From e5371d86c96136551629abc2bed8a1487e1322f5 Mon Sep 17 00:00:00 2001
From: bigfarts <bigfarts@punymail.com>
Date: Fri, 15 Apr 2022 02:15:01 -0700
Subject: [PATCH] Add line breaking rules for Japanese text. Fixes #1497.
MIME-Version: 1.0
Content-Type: text/plain; charset=UTF-8
Content-Transfer-Encoding: 8bit

This allows line breaks after any kana, unless they are immediately followed by a gyōtō kinsoku character, in which case the line may not break at that point.

Also pedantically renamed is_chinese to is_cjk_ideograph as is_chinese will also cause line breaks on Japanese kanji.
---
 epaint/src/text/text_layout.rs | 31 +++++++++++++++++++++++++------
 1 file changed, 25 insertions(+), 6 deletions(-)

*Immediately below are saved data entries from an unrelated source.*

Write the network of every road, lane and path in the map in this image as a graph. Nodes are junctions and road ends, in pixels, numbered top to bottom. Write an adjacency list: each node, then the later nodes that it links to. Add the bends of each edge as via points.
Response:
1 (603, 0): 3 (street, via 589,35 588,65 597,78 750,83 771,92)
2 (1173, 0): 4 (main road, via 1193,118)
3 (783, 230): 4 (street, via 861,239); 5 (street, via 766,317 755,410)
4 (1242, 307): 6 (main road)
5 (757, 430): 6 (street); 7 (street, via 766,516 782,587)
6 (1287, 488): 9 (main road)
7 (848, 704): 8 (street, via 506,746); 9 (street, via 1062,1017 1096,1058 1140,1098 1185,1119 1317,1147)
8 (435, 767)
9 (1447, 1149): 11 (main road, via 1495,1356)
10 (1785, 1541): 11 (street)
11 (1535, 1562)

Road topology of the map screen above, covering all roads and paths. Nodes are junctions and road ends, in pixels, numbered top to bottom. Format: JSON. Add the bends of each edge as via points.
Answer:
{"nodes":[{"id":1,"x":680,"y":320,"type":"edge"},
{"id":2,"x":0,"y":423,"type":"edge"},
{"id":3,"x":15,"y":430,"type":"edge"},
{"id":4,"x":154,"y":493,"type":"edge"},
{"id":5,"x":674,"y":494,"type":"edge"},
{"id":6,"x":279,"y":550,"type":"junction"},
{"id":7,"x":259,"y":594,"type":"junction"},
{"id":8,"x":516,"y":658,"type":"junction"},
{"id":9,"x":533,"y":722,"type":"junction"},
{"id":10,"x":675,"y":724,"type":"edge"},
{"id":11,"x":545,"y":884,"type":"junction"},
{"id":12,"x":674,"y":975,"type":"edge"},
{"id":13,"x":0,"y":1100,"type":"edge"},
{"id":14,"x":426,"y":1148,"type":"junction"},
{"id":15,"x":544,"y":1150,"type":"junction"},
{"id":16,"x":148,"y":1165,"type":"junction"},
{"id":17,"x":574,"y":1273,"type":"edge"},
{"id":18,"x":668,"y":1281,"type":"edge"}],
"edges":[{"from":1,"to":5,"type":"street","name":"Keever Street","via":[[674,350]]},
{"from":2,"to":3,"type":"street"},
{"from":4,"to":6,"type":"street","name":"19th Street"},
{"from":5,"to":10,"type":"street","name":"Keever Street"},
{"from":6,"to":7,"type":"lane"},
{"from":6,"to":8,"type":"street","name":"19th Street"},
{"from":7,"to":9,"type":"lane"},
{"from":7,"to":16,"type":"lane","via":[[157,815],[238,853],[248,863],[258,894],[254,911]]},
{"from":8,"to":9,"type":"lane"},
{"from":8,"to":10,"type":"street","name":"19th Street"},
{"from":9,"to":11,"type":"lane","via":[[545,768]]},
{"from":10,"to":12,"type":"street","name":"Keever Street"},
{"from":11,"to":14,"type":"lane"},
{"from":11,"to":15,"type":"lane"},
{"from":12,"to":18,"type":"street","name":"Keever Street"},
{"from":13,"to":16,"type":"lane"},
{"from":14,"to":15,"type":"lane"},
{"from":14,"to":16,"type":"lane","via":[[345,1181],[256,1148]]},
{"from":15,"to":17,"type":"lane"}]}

diff --git a/epaint/src/text/text_layout.rs b/epaint/src/text/text_layout.rs
index eacc09584a0..47faa2d38a7 100644
--- a/epaint/src/text/text_layout.rs
+++ b/epaint/src/text/text_layout.rs
@@ -194,8 +194,8 @@ fn line_break(
     let mut row_start_idx = 0;
     let mut non_empty_rows = 0;
 
-    for (i, glyph) in paragraph.glyphs.iter().enumerate() {
-        let potential_row_width = glyph.max_x() - row_start_x;
+    for i in 0..paragraph.glyphs.len() {
+        let potential_row_width = paragraph.glyphs[i].max_x() - row_start_x;
 
         if job.wrap.max_rows > 0 && non_empty_rows >= job.wrap.max_rows {
             break;
@@ -245,7 +245,7 @@ fn line_break(
             }
         }
 
-        row_break_candidates.add(i, glyph.chr);
+        row_break_candidates.add(i, &paragraph.glyphs[i..]);
     }
 
     if row_start_idx < paragraph.glyphs.len() {
@@ -716,6 +716,8 @@ struct RowBreakCandidates {
     space: Option<usize>,
     /// Logograms (single character representing a whole word) are good candidates for line break.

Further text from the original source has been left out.